How Physicists Created the Double Slit Experiment In Time

If you get 200 more views today, 2/3 of it is me rewatching

donseesyourshaydim

Great explaination of this really cool experiment. Also I like the addition of the motion graphics. Your videos are getting better and better. Great Work!

ScienceDiscussed

The interference pattern from a double slit is (essentially) the Fourier transform of the spatial pattern of the slits (integrating over a complex exponential in space), so it would make sense that it would be true in time as well. But I also am coming at this from an electrical engineering perspective where we love to apply the Fourier transform.

tylershepard

Maybe the situation can be explained easier.
What is important - and when thinking about it, should wonder more people - is the question why light is actually bending at the two splits in the classical experiment. Because this makes the result clearer.

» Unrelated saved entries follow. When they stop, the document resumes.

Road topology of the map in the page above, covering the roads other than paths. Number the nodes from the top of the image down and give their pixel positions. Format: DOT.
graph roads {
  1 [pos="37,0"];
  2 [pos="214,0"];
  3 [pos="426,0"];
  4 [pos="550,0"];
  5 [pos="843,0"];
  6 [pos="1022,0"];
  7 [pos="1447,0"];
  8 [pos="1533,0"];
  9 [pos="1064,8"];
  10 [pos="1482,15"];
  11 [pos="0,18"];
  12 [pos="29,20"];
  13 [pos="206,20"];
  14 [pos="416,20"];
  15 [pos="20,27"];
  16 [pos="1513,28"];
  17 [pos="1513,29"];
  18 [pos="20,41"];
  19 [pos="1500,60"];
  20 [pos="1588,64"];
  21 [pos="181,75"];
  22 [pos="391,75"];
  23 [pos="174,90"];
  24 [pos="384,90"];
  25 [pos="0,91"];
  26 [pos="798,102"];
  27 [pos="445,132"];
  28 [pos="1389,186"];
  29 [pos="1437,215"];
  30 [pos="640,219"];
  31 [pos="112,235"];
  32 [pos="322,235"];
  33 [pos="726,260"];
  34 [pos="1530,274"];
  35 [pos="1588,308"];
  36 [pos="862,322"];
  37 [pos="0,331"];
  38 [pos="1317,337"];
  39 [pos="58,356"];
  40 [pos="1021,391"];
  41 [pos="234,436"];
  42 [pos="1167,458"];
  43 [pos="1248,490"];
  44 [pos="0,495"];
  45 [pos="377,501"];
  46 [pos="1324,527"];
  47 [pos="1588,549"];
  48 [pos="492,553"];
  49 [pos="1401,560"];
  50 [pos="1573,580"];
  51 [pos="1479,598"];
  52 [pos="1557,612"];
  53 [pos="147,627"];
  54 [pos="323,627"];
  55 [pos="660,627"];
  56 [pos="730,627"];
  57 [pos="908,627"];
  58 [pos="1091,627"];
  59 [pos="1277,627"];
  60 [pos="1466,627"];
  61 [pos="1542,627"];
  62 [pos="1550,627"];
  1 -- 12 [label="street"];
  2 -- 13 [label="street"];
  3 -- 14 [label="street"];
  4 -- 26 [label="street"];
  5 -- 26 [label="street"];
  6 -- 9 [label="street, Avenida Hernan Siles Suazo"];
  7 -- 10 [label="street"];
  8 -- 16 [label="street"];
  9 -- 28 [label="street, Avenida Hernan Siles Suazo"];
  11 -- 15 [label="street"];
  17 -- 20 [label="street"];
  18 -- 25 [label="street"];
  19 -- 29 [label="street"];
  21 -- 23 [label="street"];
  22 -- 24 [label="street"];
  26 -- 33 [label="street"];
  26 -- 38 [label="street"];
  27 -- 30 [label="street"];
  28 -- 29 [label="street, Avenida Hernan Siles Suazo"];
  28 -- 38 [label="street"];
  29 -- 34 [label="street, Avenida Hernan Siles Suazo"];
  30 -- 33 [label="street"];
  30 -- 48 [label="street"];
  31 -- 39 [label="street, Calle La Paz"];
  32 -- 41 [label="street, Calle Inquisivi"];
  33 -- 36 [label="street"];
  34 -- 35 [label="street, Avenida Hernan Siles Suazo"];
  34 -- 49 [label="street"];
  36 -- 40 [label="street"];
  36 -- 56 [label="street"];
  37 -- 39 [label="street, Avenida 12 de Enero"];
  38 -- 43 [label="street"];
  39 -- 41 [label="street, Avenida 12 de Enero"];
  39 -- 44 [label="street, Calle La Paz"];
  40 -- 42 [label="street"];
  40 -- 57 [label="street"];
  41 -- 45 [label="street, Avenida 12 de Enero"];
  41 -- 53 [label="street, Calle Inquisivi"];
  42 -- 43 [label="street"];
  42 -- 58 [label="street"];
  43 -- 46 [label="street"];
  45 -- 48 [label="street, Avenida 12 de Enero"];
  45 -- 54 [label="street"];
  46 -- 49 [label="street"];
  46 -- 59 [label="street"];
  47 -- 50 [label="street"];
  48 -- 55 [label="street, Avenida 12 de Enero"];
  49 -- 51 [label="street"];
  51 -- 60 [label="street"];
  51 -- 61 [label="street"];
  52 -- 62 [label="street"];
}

The reason why a laser beam can behave like a ray until it hits the split and afterwards like a wave, is the Heisenberg uncertainty principle.
The moment you define the location with high precision, the more you mess up the impulse. Thus, with the light passing a very tiny (certain) split, you create an impulse pretty random (uncertain).
That is why suddenly the light can change the direction and move to the "side" instead of continuing its former trajectory. It is then when it can interact with another wave (even with its own) and get "diverted" (simplified speaking).

With the temporal splits, it is the same. The shorter the impulse of the photon is, the more specific its location is defined. However, that gives a more random impulse.
This is already well documented for single impulses. A "pure" red light (or laser of a single wavelength) in super short impulses (e.g. photons of synchrotron emitters) is located at a certain location and thus changes colors - since a different (uncertain) impulse means an uncertain energy. Another energy in light means another color. So if your light pulse is just short enough, it may change from red to green or so.
This is not new, but might help understanding the next step.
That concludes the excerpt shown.